PROVIDED MATERIAL:
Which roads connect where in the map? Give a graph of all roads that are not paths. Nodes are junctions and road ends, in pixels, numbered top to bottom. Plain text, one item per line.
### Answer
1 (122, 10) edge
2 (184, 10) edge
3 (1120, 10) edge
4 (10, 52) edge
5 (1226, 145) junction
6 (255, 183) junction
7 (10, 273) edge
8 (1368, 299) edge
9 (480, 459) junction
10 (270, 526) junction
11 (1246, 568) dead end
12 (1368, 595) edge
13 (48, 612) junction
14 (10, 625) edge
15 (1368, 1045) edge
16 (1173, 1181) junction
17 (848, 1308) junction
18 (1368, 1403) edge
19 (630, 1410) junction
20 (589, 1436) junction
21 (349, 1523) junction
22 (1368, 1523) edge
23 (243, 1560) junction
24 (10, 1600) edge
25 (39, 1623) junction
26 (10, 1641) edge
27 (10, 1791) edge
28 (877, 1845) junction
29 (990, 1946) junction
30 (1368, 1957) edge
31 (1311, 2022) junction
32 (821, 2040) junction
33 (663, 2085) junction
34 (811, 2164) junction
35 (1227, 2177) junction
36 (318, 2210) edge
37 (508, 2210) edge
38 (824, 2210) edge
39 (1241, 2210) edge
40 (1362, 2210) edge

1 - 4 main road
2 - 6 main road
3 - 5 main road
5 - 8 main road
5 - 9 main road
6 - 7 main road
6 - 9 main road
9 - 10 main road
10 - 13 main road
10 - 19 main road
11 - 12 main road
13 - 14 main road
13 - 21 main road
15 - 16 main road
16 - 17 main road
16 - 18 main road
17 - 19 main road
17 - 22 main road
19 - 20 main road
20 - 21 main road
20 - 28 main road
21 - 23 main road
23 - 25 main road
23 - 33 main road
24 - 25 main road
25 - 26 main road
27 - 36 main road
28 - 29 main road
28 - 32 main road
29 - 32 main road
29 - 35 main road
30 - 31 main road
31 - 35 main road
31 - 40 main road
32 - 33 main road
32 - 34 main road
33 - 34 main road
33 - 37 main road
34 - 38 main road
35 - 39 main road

EXERCISE AIM: Nothing in the records should be left out; write all of them out again exactly.

TASK SOLUTION:
Which roads connect where in the map? Give a graph of all roads that are not paths. Nodes are junctions and road ends, in pixels, numbered top to bottom. Plain text, one item per line.
### Answer
1 (122, 10) edge
2 (184, 10) edge
3 (1120, 10) edge
4 (10, 52) edge
5 (1226, 145) junction
6 (255, 183) junction
7 (10, 273) edge
8 (1368, 299) edge
9 (480, 459) junction
10 (270, 526) junction
11 (1246, 568) dead end
12 (1368, 595) edge
13 (48, 612) junction
14 (10, 625) edge
15 (1368, 1045) edge
16 (1173, 1181) junction
17 (848, 1308) junction
18 (1368, 1403) edge
19 (630, 1410) junction
20 (589, 1436) junction
21 (349, 1523) junction
22 (1368, 1523) edge
23 (243, 1560) junction
24 (10, 1600) edge
25 (39, 1623) junction
26 (10, 1641) edge
27 (10, 1791) edge
28 (877, 1845) junction
29 (990, 1946) junction
30 (1368, 1957) edge
31 (1311, 2022) junction
32 (821, 2040) junction
33 (663, 2085) junction
34 (811, 2164) junction
35 (1227, 2177) junction
36 (318, 2210) edge
37 (508, 2210) edge
38 (824, 2210) edge
39 (1241, 2210) edge
40 (1362, 2210) edge

1 - 4 main road
2 - 6 main road
3 - 5 main road
5 - 8 main road
5 - 9 main road
6 - 7 main road
6 - 9 main road
9 - 10 main road
10 - 13 main road
10 - 19 main road
11 - 12 main road
13 - 14 main road
13 - 21 main road
15 - 16 main road
16 - 17 main road
16 - 18 main road
17 - 19 main road
17 - 22 main road
19 - 20 main road
20 - 21 main road
20 - 28 main road
21 - 23 main road
23 - 25 main road
23 - 33 main road
24 - 25 main road
25 - 26 main road
27 - 36 main road
28 - 29 main road
28 - 32 main road
29 - 32 main road
29 - 35 main road
30 - 31 main road
31 - 35 main road
31 - 40 main road
32 - 33 main road
32 - 34 main road
33 - 34 main road
33 - 37 main road
34 - 38 main road
35 - 39 main road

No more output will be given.